Мы дошли до опушки и вышли из леса. Озера не было.
Глава седьмая
Мне нужно замереть и притаиться –Я куколкой стану,И в бабочку в итоге превратиться –По плану, по плану.
Владимир Высоцкий, «Причитания Синей Гусеницы»– Который час? – спросил я.
Изобретатель взглянул на свои наручные часы, затем приложил их к уху.
– Мои, похоже, стоят. Вася, который час?
– Не знаю. У меня в телефоне батарея села.
– Значит, мы не знаем, куда идти, и у нас нет связи, – грустно констатировал я. Наручных часов я не носил, а свой мобильный телефон оставил заряжаться у себя в номере.
– Ну как так, Петя? – недоумевал доктор. – Ты же за столько лет каждое дерево тут должен был выучить!
– В том-то и дело, что я не узнаю ничего! Незнакомые места! И солнца, как назло, не видно…
– Ну, давайте муравейник поищем, что ли, – предложил я.
– Ну мы и ослы! – воскликнул доктор. – Конечно, давайте.
Мы рассредоточились и побрели в поисках муравейника.
– Нашел! – объявил доктор спустя несколько минут.
– И я нашел, – крикнул изобретатель. – Теперь хоть какая-то ясность будет.
Я тоже нашел муравейник. Увы, вместо ясности, муравейники привели нас в полное замешательство: они указывали на юг в совершенно разных направлениях.
– Дела! Так бывает разве, дядя Петя?
– Первый раз такое вижу! – обескураженно пробормотал изобретатель. – Аномалия какая-то. Может, поищем муравейники в другом месте?
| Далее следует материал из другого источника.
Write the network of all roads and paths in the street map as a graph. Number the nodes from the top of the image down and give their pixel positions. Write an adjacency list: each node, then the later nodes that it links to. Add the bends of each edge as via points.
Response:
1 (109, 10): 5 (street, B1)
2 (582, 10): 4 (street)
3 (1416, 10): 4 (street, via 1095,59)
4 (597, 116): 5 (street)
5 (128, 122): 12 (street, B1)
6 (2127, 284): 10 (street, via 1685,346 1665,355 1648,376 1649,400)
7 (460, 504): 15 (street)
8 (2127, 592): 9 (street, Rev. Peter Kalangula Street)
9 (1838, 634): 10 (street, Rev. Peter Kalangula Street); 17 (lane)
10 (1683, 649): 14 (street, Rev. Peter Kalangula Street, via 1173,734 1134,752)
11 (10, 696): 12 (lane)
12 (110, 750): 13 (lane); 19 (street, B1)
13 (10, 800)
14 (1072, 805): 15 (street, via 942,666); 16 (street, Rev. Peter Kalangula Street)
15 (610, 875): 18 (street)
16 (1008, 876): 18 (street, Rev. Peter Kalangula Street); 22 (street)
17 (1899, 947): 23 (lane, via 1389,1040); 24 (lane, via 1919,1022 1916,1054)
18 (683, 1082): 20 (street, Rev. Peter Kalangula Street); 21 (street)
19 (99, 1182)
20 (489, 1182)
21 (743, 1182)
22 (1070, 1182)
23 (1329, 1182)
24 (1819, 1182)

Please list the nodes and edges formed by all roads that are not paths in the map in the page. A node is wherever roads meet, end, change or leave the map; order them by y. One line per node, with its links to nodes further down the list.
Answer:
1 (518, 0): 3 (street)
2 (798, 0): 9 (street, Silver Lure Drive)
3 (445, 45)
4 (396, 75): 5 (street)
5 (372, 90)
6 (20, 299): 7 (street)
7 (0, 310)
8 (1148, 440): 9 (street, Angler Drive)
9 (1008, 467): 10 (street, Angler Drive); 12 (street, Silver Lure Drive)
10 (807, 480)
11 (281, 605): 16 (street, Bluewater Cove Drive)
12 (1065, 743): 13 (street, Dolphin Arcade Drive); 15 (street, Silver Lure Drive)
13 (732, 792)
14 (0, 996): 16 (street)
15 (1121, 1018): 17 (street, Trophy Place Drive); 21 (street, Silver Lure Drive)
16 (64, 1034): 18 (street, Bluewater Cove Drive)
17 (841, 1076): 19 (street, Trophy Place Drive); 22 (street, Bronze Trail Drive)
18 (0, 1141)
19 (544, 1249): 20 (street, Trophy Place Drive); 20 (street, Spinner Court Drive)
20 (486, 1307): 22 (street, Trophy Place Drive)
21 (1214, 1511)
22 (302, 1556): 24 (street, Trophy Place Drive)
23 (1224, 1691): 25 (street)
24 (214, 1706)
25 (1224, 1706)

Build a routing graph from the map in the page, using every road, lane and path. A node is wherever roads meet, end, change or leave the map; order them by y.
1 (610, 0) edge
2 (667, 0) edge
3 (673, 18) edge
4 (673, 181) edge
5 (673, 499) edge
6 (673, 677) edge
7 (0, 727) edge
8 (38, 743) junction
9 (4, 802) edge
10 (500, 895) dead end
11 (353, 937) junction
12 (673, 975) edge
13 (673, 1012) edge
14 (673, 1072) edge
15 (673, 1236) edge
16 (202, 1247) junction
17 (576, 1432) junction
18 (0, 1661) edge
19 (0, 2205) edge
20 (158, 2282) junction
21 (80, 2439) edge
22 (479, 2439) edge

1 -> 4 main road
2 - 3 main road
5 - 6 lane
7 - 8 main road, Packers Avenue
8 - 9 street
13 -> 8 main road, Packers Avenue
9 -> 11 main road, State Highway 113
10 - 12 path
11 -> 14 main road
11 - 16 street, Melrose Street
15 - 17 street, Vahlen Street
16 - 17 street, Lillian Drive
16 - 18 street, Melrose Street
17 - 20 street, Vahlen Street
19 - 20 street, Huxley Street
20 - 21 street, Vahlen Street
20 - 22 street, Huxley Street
Ничего лучше мы не придумали, поэтому снова растянулись цепью и двинулись вперед. И тут я увидел гриб. Первый настоящий съедобный гриб в этом сухом лесу. Я присел на корточки и залюбовался находкой. Такого красавца и рвать было жалко. Гриб был, что называется, мечтой грибника: ядреный, крепкий боровик с бархатной каштановой шляпкой набекрень. Две черных бусинки на его ножке имели странное сходство с глазами, и мне на секунду показалось, что гриб внимательно смотрит на меня. Налюбовавшись вдоволь, я потянулся к нему рукой.